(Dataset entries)
◆ ◆ ◆ ◆
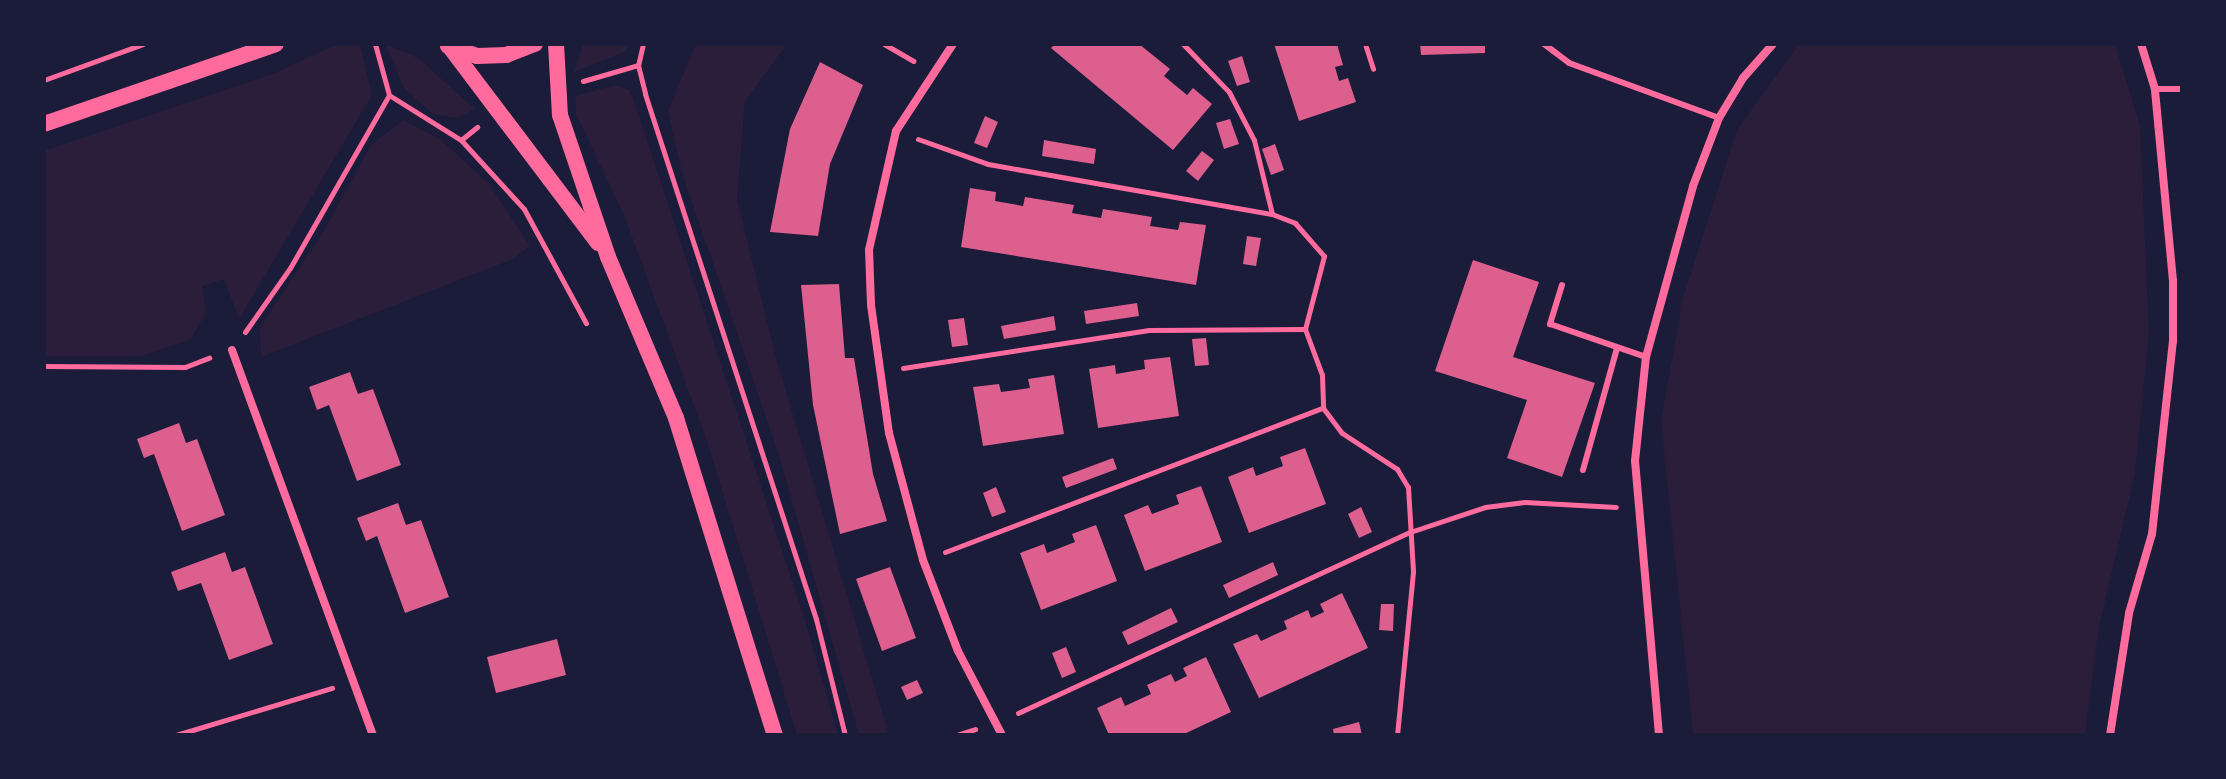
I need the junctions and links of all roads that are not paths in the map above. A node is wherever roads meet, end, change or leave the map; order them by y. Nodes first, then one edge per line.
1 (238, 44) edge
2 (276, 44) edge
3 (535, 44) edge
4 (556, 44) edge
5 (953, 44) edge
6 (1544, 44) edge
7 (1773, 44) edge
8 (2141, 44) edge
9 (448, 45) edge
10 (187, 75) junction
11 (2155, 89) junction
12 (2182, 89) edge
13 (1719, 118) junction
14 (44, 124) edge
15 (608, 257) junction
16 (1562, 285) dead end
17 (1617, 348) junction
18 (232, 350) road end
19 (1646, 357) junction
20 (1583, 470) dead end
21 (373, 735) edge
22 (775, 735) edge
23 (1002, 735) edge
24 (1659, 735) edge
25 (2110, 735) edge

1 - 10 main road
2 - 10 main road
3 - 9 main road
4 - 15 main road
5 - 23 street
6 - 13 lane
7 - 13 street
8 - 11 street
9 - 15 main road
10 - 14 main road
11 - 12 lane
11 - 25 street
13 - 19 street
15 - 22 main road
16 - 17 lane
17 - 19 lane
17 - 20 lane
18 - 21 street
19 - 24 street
◆ ◆ ◆ ◆
About this exercise: Every line above should be reproduced exactly, please, with no pictures included.

Exercise output:
I need the junctions and links of all roads that are not paths in the map above. A node is wherever roads meet, end, change or leave the map; order them by y. Nodes first, then one edge per line.
1 (238, 44) edge
2 (276, 44) edge
3 (535, 44) edge
4 (556, 44) edge
5 (953, 44) edge
6 (1544, 44) edge
7 (1773, 44) edge
8 (2141, 44) edge
9 (448, 45) edge
10 (187, 75) junction
11 (2155, 89) junction
12 (2182, 89) edge
13 (1719, 118) junction
14 (44, 124) edge
15 (608, 257) junction
16 (1562, 285) dead end
17 (1617, 348) junction
18 (232, 350) road end
19 (1646, 357) junction
20 (1583, 470) dead end
21 (373, 735) edge
22 (775, 735) edge
23 (1002, 735) edge
24 (1659, 735) edge
25 (2110, 735) edge

1 - 10 main road
2 - 10 main road
3 - 9 main road
4 - 15 main road
5 - 23 street
6 - 13 lane
7 - 13 street
8 - 11 street
9 - 15 main road
10 - 14 main road
11 - 12 lane
11 - 25 street
13 - 19 street
15 - 22 main road
16 - 17 lane
17 - 19 lane
17 - 20 lane
18 - 21 street
19 - 24 street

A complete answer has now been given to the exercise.